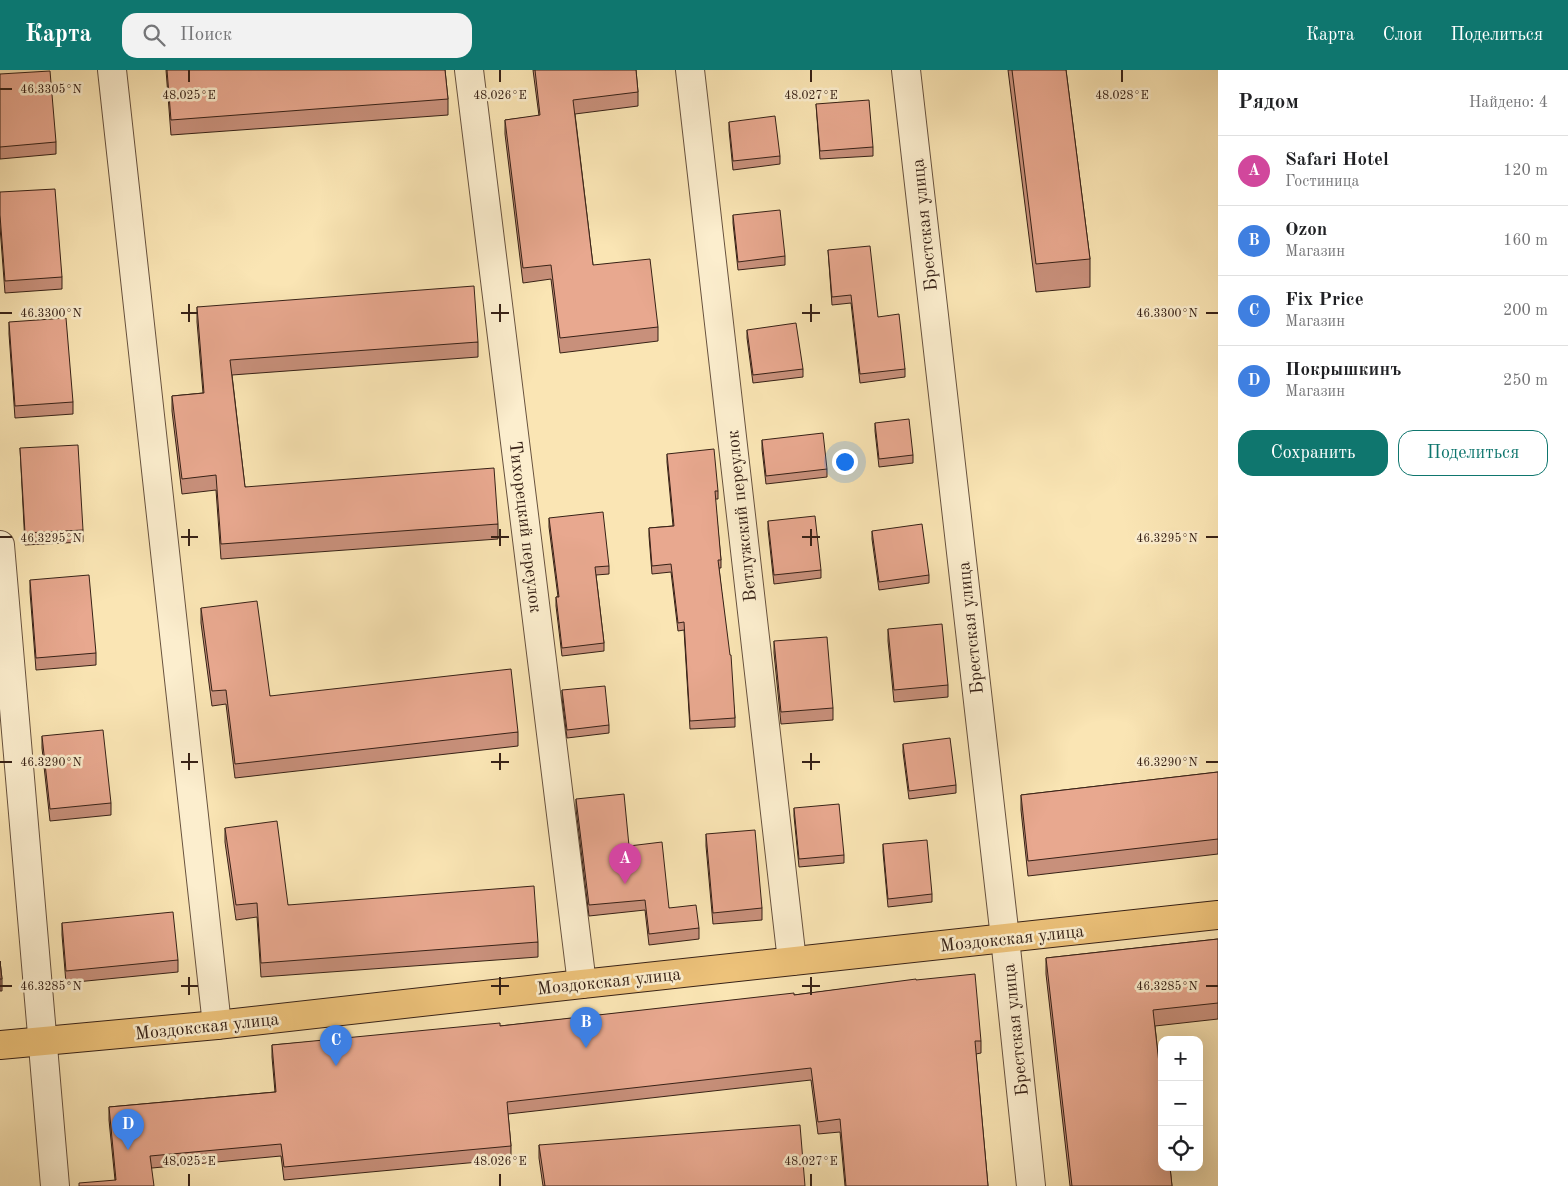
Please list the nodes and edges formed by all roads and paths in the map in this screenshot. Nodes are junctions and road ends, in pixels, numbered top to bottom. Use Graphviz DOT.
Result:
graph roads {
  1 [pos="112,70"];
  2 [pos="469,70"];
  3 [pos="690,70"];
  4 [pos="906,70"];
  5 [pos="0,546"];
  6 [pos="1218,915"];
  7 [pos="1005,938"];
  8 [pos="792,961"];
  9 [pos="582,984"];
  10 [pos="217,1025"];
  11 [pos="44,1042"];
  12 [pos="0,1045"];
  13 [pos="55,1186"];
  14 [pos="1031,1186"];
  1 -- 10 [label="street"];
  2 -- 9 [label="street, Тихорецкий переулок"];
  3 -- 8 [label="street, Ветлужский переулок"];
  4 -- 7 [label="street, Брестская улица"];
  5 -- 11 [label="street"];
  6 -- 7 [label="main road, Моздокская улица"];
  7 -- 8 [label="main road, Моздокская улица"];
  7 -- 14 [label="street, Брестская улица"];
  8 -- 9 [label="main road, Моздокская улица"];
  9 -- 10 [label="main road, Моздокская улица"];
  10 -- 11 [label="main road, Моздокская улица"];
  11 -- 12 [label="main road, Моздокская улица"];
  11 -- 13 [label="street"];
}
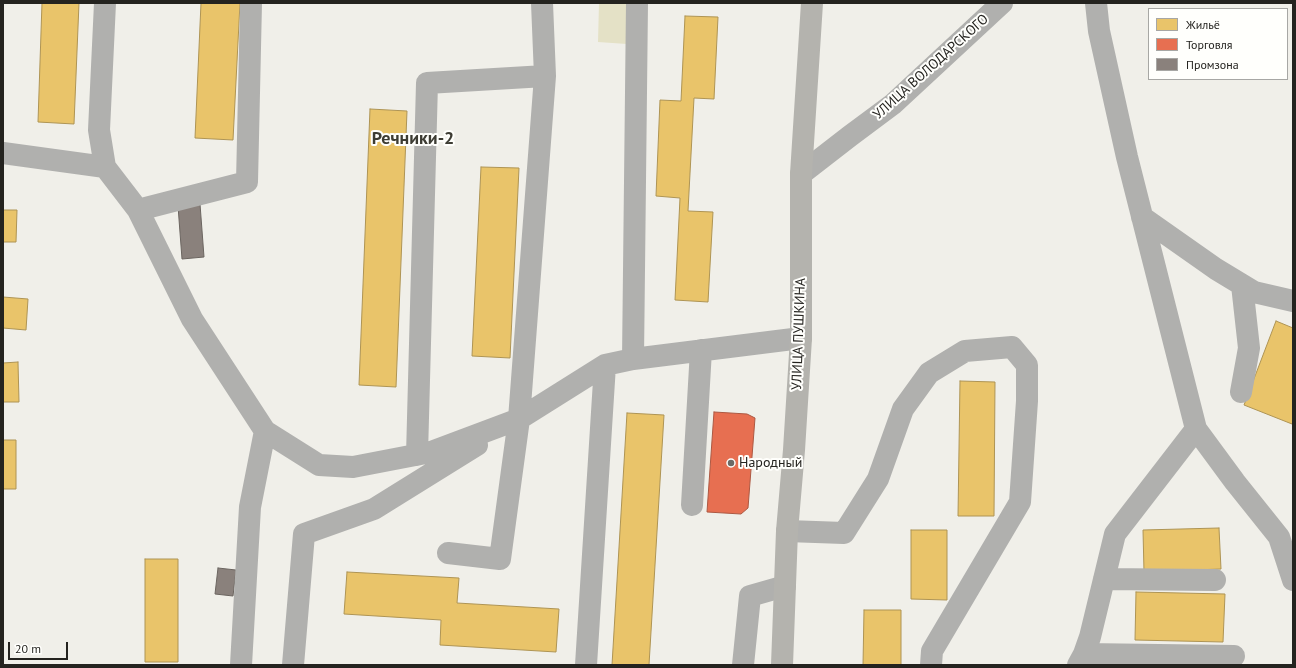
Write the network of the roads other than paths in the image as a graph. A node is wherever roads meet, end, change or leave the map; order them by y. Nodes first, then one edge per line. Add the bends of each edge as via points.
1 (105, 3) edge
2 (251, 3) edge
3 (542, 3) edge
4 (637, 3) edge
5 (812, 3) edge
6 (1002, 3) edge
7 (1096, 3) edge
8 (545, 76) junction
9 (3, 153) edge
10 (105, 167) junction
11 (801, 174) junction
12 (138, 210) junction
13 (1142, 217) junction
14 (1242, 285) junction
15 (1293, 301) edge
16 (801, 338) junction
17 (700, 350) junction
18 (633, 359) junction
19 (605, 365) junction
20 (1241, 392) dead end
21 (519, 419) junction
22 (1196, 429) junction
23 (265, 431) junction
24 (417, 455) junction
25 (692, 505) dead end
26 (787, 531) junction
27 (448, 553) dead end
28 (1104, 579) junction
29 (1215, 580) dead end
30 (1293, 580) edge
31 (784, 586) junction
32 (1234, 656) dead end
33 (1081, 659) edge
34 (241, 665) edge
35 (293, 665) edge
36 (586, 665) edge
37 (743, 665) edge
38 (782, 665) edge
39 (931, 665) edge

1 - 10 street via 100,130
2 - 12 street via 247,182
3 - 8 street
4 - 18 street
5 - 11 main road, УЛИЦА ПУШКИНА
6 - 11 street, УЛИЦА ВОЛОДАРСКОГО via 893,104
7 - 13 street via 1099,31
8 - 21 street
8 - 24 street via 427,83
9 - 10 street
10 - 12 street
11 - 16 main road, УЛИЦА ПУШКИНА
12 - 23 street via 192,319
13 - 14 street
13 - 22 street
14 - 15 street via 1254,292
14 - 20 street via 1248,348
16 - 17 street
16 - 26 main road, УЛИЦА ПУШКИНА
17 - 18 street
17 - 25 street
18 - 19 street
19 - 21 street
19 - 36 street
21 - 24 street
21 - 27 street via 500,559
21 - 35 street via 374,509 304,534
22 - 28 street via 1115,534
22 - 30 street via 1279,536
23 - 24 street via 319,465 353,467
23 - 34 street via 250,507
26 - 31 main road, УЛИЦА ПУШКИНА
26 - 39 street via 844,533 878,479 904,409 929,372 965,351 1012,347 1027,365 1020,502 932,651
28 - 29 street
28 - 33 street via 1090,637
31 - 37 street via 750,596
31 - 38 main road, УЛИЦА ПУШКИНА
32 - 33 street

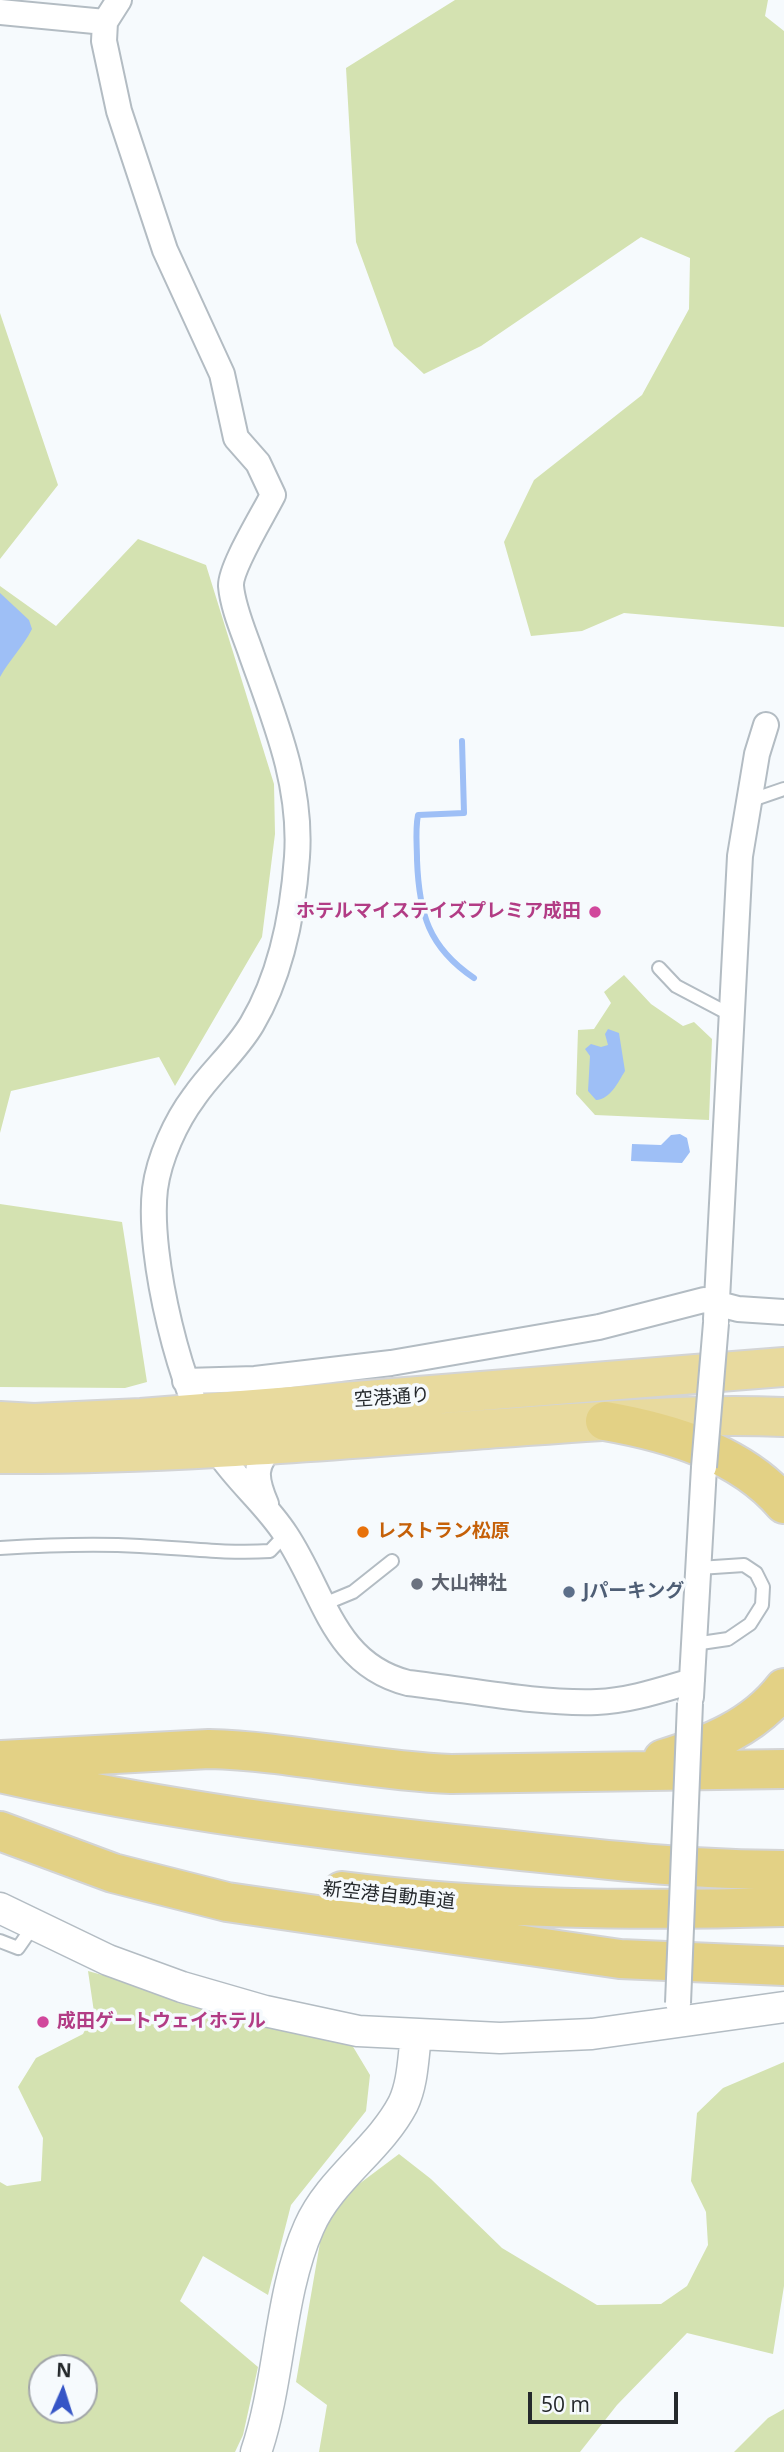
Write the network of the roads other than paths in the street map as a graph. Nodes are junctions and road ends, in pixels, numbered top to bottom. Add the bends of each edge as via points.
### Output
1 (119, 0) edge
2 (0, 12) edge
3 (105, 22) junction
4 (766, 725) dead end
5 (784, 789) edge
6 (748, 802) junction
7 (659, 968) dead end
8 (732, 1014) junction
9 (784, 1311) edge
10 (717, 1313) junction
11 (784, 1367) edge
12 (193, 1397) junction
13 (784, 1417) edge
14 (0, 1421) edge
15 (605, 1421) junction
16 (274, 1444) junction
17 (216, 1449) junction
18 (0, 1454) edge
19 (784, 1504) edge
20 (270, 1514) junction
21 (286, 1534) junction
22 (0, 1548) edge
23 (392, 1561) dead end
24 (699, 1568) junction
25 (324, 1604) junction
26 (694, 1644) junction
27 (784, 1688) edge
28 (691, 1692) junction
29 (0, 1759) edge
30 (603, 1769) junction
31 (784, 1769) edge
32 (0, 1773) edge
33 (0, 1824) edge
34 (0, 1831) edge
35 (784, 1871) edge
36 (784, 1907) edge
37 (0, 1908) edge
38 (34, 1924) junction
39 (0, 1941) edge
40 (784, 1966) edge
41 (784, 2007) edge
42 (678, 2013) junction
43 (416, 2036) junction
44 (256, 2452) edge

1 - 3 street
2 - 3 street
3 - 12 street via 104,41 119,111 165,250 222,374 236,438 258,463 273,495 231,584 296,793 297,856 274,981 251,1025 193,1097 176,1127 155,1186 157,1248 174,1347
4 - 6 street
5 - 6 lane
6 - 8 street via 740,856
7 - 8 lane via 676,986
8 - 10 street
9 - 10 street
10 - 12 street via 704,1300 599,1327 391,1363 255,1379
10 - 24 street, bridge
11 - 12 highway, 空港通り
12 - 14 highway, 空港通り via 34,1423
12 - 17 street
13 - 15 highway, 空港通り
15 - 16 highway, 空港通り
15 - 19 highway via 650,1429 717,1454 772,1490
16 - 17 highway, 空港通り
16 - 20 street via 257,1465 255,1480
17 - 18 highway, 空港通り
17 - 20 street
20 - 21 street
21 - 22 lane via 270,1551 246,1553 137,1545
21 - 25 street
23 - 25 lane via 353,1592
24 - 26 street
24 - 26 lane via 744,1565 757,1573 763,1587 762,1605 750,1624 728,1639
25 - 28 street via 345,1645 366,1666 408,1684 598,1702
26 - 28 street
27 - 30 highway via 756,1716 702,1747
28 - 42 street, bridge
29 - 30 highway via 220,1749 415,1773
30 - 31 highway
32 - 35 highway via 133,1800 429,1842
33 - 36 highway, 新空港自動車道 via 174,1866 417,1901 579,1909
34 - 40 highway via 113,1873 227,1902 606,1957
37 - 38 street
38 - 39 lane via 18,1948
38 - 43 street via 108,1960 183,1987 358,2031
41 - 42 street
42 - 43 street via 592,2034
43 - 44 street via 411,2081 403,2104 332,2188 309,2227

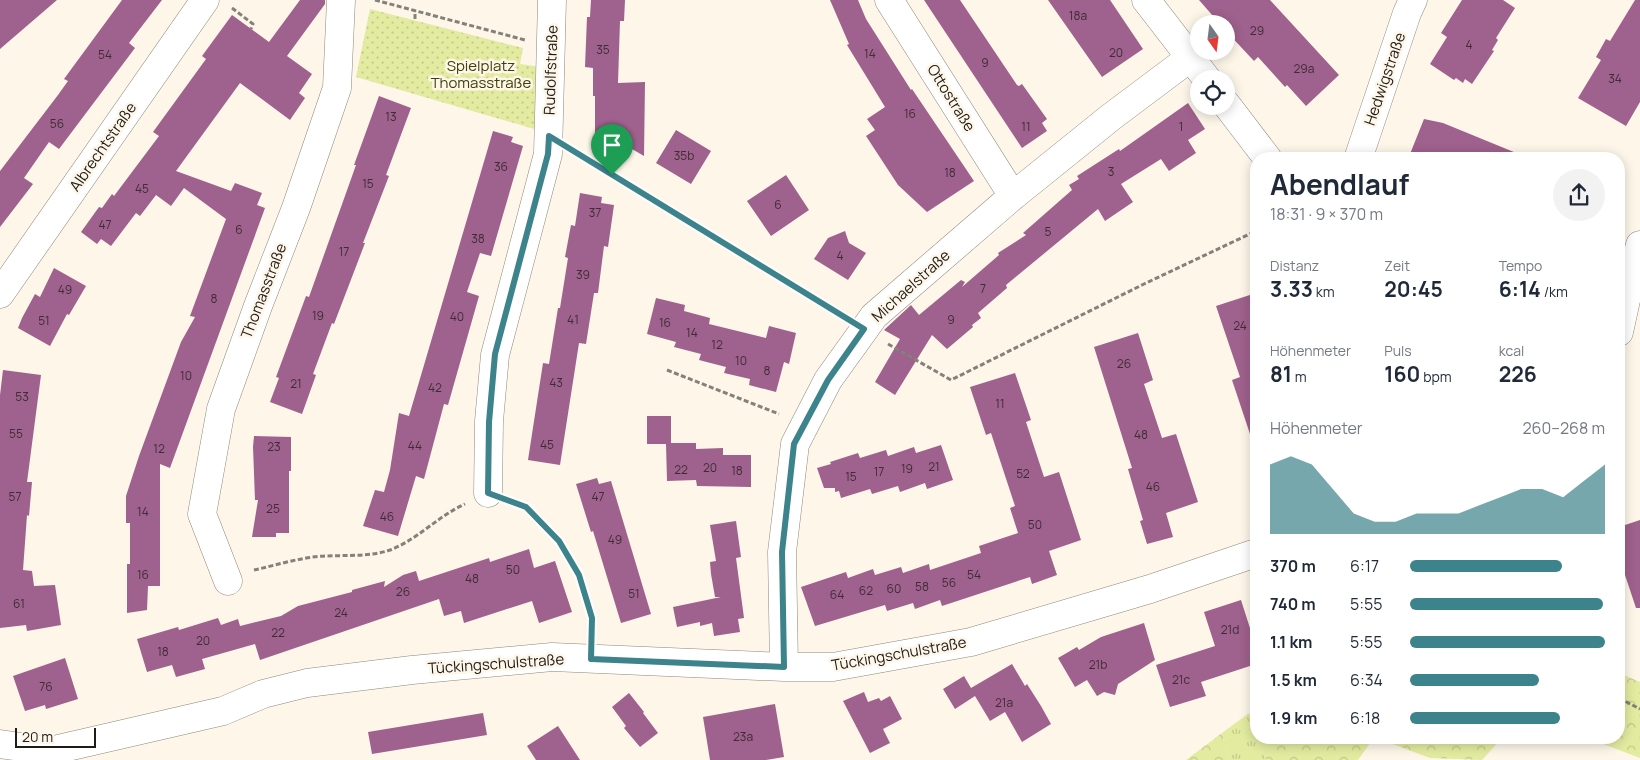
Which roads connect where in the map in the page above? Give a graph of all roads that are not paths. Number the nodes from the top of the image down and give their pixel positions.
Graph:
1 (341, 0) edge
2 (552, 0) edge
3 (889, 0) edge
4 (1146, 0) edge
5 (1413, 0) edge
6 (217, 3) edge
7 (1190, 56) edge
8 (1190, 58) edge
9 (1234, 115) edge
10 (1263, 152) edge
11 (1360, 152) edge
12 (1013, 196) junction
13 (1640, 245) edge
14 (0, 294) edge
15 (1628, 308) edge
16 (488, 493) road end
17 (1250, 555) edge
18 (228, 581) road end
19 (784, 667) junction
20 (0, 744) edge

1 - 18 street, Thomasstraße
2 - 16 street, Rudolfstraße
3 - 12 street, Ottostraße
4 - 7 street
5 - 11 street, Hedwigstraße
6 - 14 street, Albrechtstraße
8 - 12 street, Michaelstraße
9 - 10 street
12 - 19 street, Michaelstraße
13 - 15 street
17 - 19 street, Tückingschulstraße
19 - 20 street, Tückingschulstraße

********************

YOUR INSTRUCTIONS: Scan the data above for the string "pixels". Copy every line in which it appears.

EXERCISE RESPONSE:
Please list the nodes and edges formed by all roads and paths in the map in this screenshot. Nodes are junctions and road ends, in pixels, numbered top to bottom. Use Graphviz DOT.
Write the network of the roads other than paths in the street map as a graph. Nodes are junctions and road ends, in pixels, numbered top to bottom. Add the bends of each edge as via points.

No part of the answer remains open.